**What you have to do:** Identify each line below containing the string "that" and copy it.

**Data excerpts:**
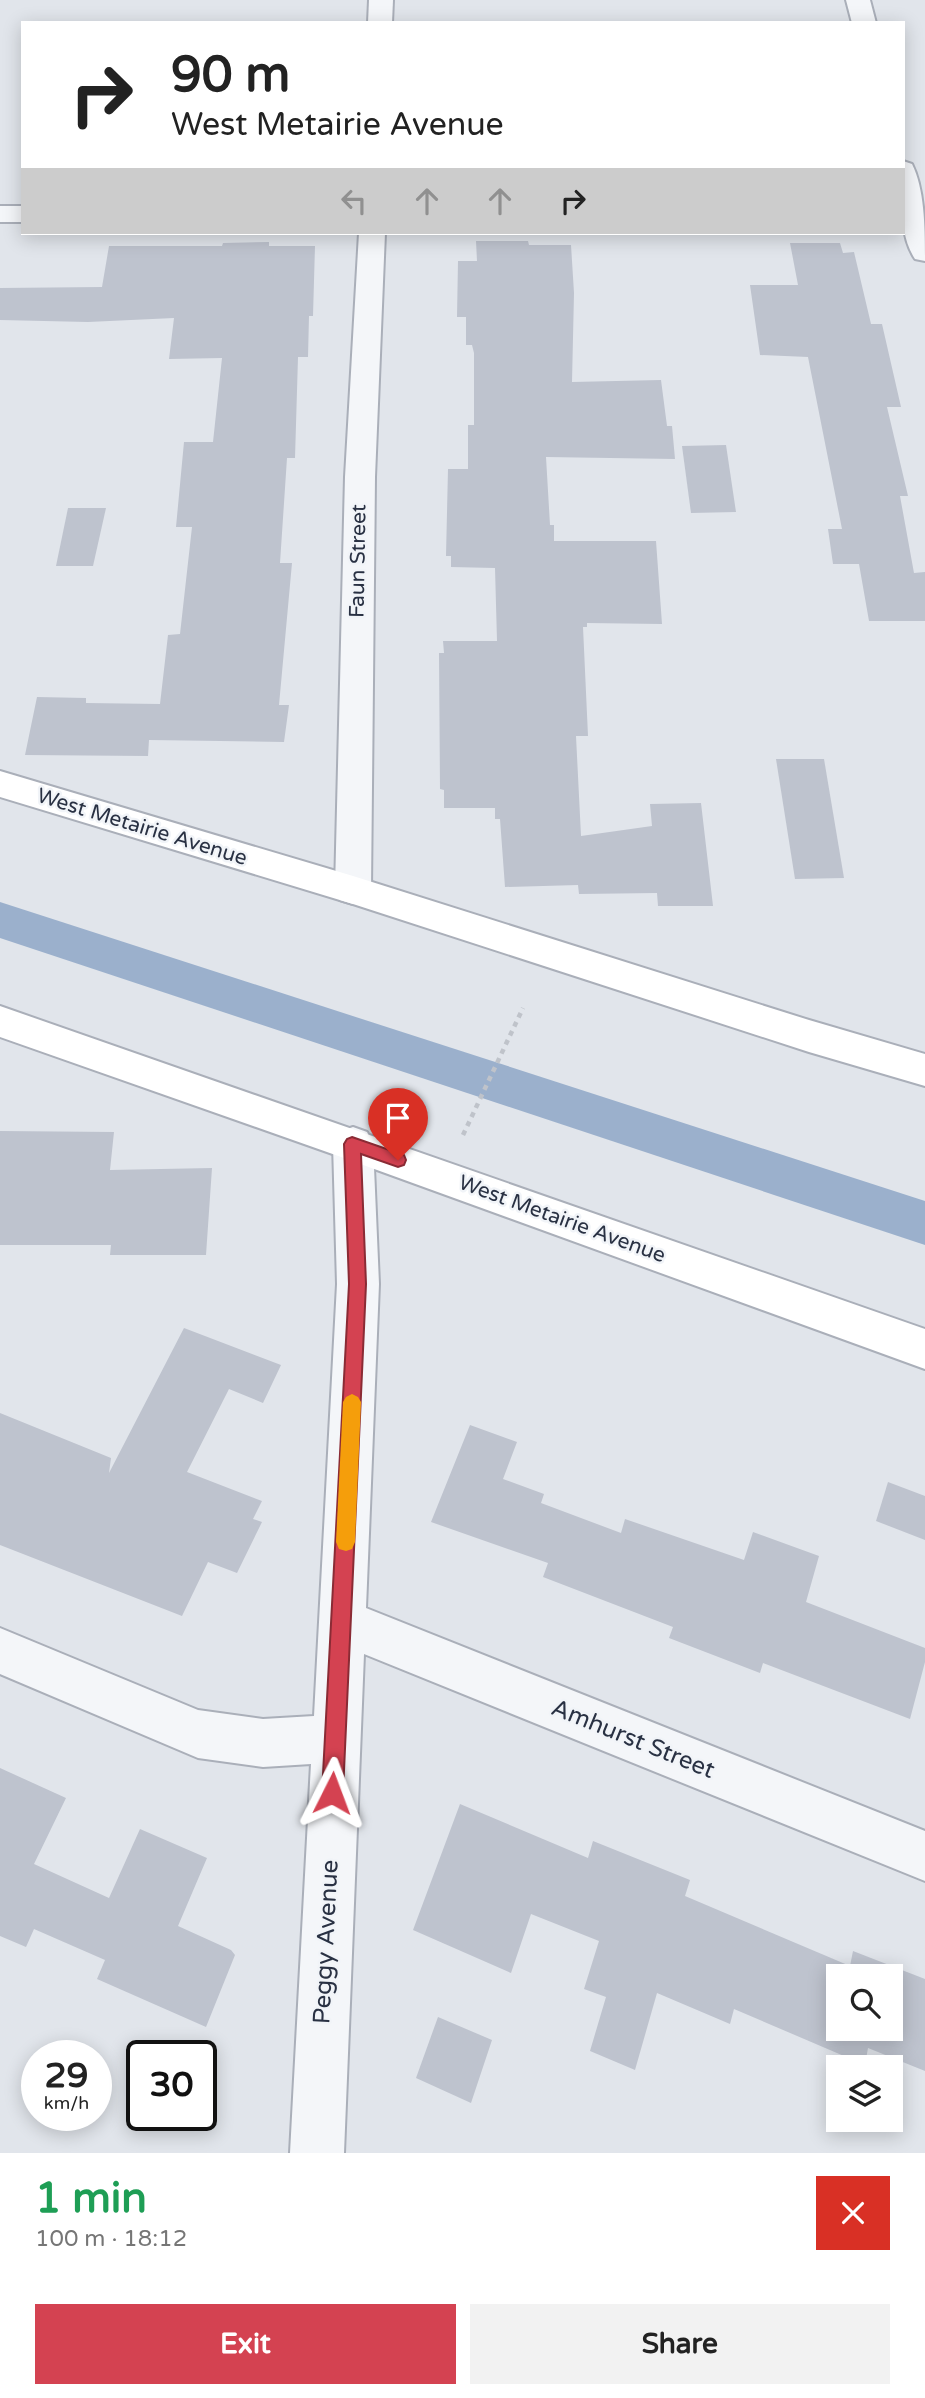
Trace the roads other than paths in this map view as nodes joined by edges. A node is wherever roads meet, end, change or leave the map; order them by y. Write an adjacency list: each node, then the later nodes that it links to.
1 (380, 0): 3 (street)
2 (858, 0): 4 (street)
3 (380, 21)
4 (863, 21)
5 (905, 176): 6 (street)
6 (914, 210): 10 (street)
7 (0, 214): 8 (street)
8 (21, 214)
9 (372, 235): 12 (street, Faun Street)
10 (925, 253)
11 (0, 784): 12 (main road, West Metairie Avenue)
12 (353, 890): 14 (main road, West Metairie Avenue)
13 (0, 1021): 17 (main road, West Metairie Avenue)
14 (880, 1056): 15 (main road, West Metairie Avenue); 16 (main road)
15 (925, 1070)
16 (925, 1082)
17 (352, 1144): 18 (main road, West Metairie Avenue); 21 (street, Peggy Avenue)
18 (777, 1296): 19 (main road); 20 (main road, West Metairie Avenue)
19 (925, 1323)
20 (925, 1349)
21 (342, 1622): 23 (street, Peggy Avenue); 24 (street, Amhurst Street)
22 (0, 1651): 23 (street)
23 (335, 1738): 25 (street, Peggy Avenue)
24 (925, 1856)
25 (317, 2153)

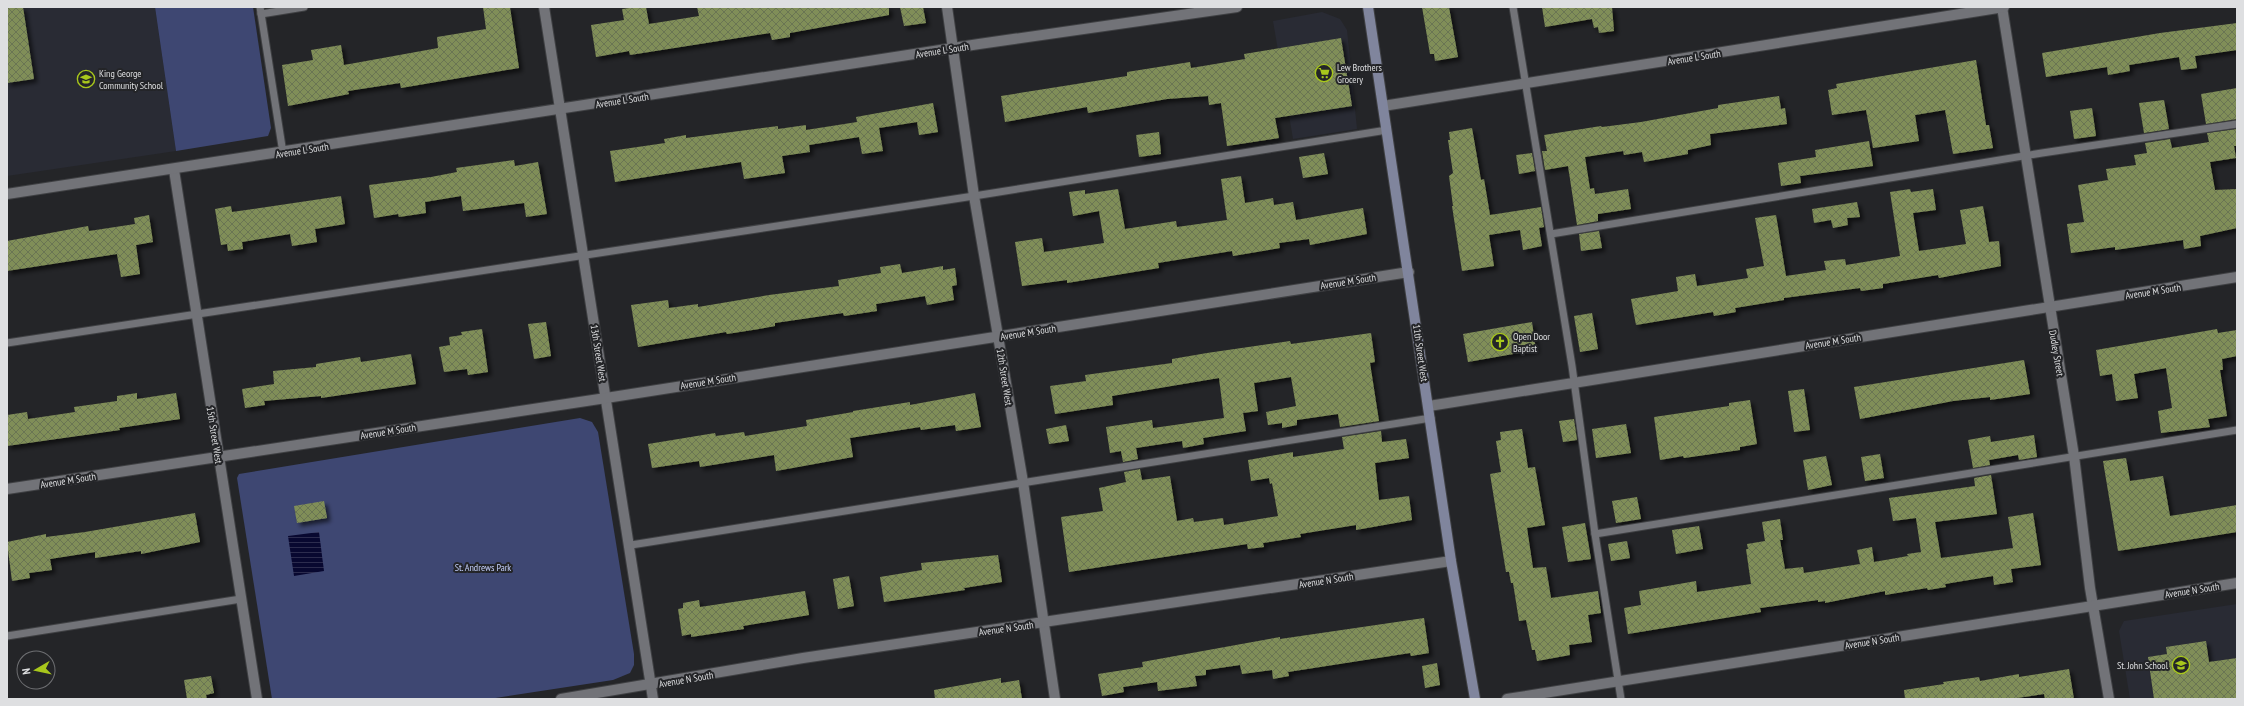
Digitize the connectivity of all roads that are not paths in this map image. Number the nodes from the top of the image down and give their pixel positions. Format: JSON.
{"nodes":[{"id":1,"x":304,"y":7,"type":"edge"},
{"id":2,"x":544,"y":7,"type":"edge"},
{"id":3,"x":947,"y":7,"type":"edge"},
{"id":4,"x":1237,"y":7,"type":"edge"},
{"id":5,"x":1368,"y":7,"type":"edge"},
{"id":6,"x":1513,"y":7,"type":"edge"},
{"id":7,"x":2003,"y":7,"type":"edge"},
{"id":8,"x":261,"y":10,"type":"edge"},
{"id":9,"x":953,"y":48,"type":"junction"},
{"id":10,"x":1525,"y":84,"type":"junction"},
{"id":11,"x":1384,"y":106,"type":"junction"},
{"id":12,"x":561,"y":109,"type":"junction"},
{"id":13,"x":2237,"y":124,"type":"edge"},
{"id":14,"x":1388,"y":130,"type":"junction"},
{"id":15,"x":284,"y":153,"type":"junction"},
{"id":16,"x":2026,"y":156,"type":"junction"},
{"id":17,"x":174,"y":170,"type":"junction"},
{"id":18,"x":7,"y":194,"type":"edge"},
{"id":19,"x":974,"y":196,"type":"junction"},
{"id":20,"x":1551,"y":234,"type":"junction"},
{"id":21,"x":584,"y":254,"type":"junction"},
{"id":22,"x":1409,"y":272,"type":"junction"},
{"id":23,"x":2237,"y":278,"type":"edge"},
{"id":24,"x":2049,"y":307,"type":"junction"},
{"id":25,"x":196,"y":313,"type":"junction"},
{"id":26,"x":999,"y":337,"type":"junction"},
{"id":27,"x":7,"y":343,"type":"edge"},
{"id":28,"x":1575,"y":382,"type":"junction"},
{"id":29,"x":606,"y":398,"type":"junction"},
{"id":30,"x":1429,"y":406,"type":"junction"},
{"id":31,"x":1431,"y":418,"type":"junction"},
{"id":32,"x":2237,"y":430,"type":"edge"},
{"id":33,"x":2074,"y":456,"type":"junction"},
{"id":34,"x":218,"y":457,"type":"junction"},
{"id":35,"x":1023,"y":482,"type":"junction"},
{"id":36,"x":7,"y":489,"type":"edge"},
{"id":37,"x":1595,"y":534,"type":"junction"},
{"id":38,"x":631,"y":545,"type":"junction"},
{"id":39,"x":1452,"y":561,"type":"junction"},
{"id":40,"x":2237,"y":583,"type":"edge"},
{"id":41,"x":241,"y":599,"type":"junction"},
{"id":42,"x":2093,"y":606,"type":"junction"},
{"id":43,"x":1044,"y":623,"type":"junction"},
{"id":44,"x":7,"y":636,"type":"edge"},
{"id":45,"x":1618,"y":682,"type":"junction"},
{"id":46,"x":651,"y":685,"type":"junction"},
{"id":47,"x":257,"y":699,"type":"edge"},
{"id":48,"x":561,"y":699,"type":"edge"},
{"id":49,"x":653,"y":699,"type":"edge"},
{"id":50,"x":1056,"y":699,"type":"edge"},
{"id":51,"x":1475,"y":699,"type":"edge"},
{"id":52,"x":1507,"y":699,"type":"edge"},
{"id":53,"x":1621,"y":699,"type":"edge"},
{"id":54,"x":2109,"y":699,"type":"edge"}],
"edges":[{"from":1,"to":8,"type":"lane"},
{"from":2,"to":12,"type":"street","name":"13th Street West"},
{"from":3,"to":9,"type":"street","name":"12th Street West"},
{"from":4,"to":9,"type":"street","name":"Avenue L South"},
{"from":5,"to":11,"type":"street","name":"11th Street West"},
{"from":6,"to":10,"type":"lane"},
{"from":7,"to":10,"type":"street","name":"Avenue L South"},
{"from":7,"to":16,"type":"street","name":"Dudley Street"},
{"from":8,"to":15,"type":"lane"},
{"from":9,"to":12,"type":"street","name":"Avenue L South"},
{"from":9,"to":19,"type":"street","name":"12th Street West"},
{"from":10,"to":11,"type":"street","name":"Avenue L South"},
{"from":10,"to":20,"type":"lane"},
{"from":11,"to":14,"type":"street","name":"11th Street West"},
{"from":12,"to":15,"type":"street","name":"Avenue L South"},
{"from":12,"to":21,"type":"street","name":"13th Street West"},
{"from":13,"to":16,"type":"lane"},
{"from":14,"to":19,"type":"lane"},
{"from":14,"to":22,"type":"street","name":"11th Street West"},
{"from":15,"to":17,"type":"street","name":"Avenue L South"},
{"from":16,"to":20,"type":"lane"},
{"from":16,"to":24,"type":"street","name":"Dudley Street"},
{"from":17,"to":18,"type":"street","name":"Avenue L South"},
{"from":17,"to":25,"type":"street","name":"15th Street West"},
{"from":19,"to":21,"type":"lane"},
{"from":19,"to":26,"type":"street","name":"12th Street West"},
{"from":20,"to":28,"type":"lane"},
{"from":21,"to":25,"type":"lane"},
{"from":21,"to":29,"type":"street","name":"13th Street West"},
{"from":22,"to":26,"type":"street","name":"Avenue M South"},
{"from":22,"to":30,"type":"street","name":"11th Street West"},
{"from":23,"to":24,"type":"street","name":"Avenue M South"},
{"from":24,"to":28,"type":"street","name":"Avenue M South"},
{"from":24,"to":33,"type":"street","name":"Dudley Street"},
{"from":25,"to":27,"type":"lane"},
{"from":25,"to":34,"type":"street","name":"15th Street West"},
{"from":26,"to":29,"type":"street","name":"Avenue M South"},
{"from":26,"to":35,"type":"street","name":"12th Street West"},
{"from":28,"to":30,"type":"street","name":"Avenue M South"},
{"from":28,"to":37,"type":"lane"},
{"from":29,"to":34,"type":"street","name":"Avenue M South"},
{"from":29,"to":38,"type":"street","name":"13th Street West"},
{"from":30,"to":31,"type":"street","name":"11th Street West"},
{"from":31,"to":35,"type":"lane"},
{"from":31,"to":39,"type":"street","name":"11th Street West"},
{"from":32,"to":33,"type":"lane"},
{"from":33,"to":37,"type":"lane"},
{"from":33,"to":42,"type":"street","name":"Dudley Street"},
{"from":34,"to":36,"type":"street","name":"Avenue M South"},
{"from":34,"to":41,"type":"street","name":"15th Street West"},
{"from":35,"to":38,"type":"lane"},
{"from":35,"to":43,"type":"street","name":"12th Street West"},
{"from":37,"to":45,"type":"lane"},
{"from":38,"to":46,"type":"street","name":"13th Street West"},
{"from":39,"to":43,"type":"street","name":"Avenue N South"},
{"from":39,"to":51,"type":"street","name":"11th Street West"},
{"from":40,"to":42,"type":"street","name":"Avenue N South"},
{"from":41,"to":44,"type":"lane"},
{"from":41,"to":47,"type":"street","name":"15th Street West"},
{"from":42,"to":45,"type":"street","name":"Avenue N South"},
{"from":42,"to":54,"type":"street","name":"Dudley Street"},
{"from":43,"to":46,"type":"street","name":"Avenue N South"},
{"from":43,"to":50,"type":"street","name":"12th Street West"},
{"from":45,"to":52,"type":"street","name":"Avenue N South"},
{"from":45,"to":53,"type":"lane"},
{"from":46,"to":48,"type":"street","name":"Avenue N South"},
{"from":46,"to":49,"type":"street","name":"13th Street West"}]}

**Exercise answer:**
Trace the roads other than paths in this map view as nodes joined by edges. A node is wherever roads meet, end, change or leave the map; order them by y. Write an adjacency list: each node, then the later nodes that it links to.
Digitize the connectivity of all roads that are not paths in this map image. Number the nodes from the top of the image down and give their pixel positions. Format: JSON.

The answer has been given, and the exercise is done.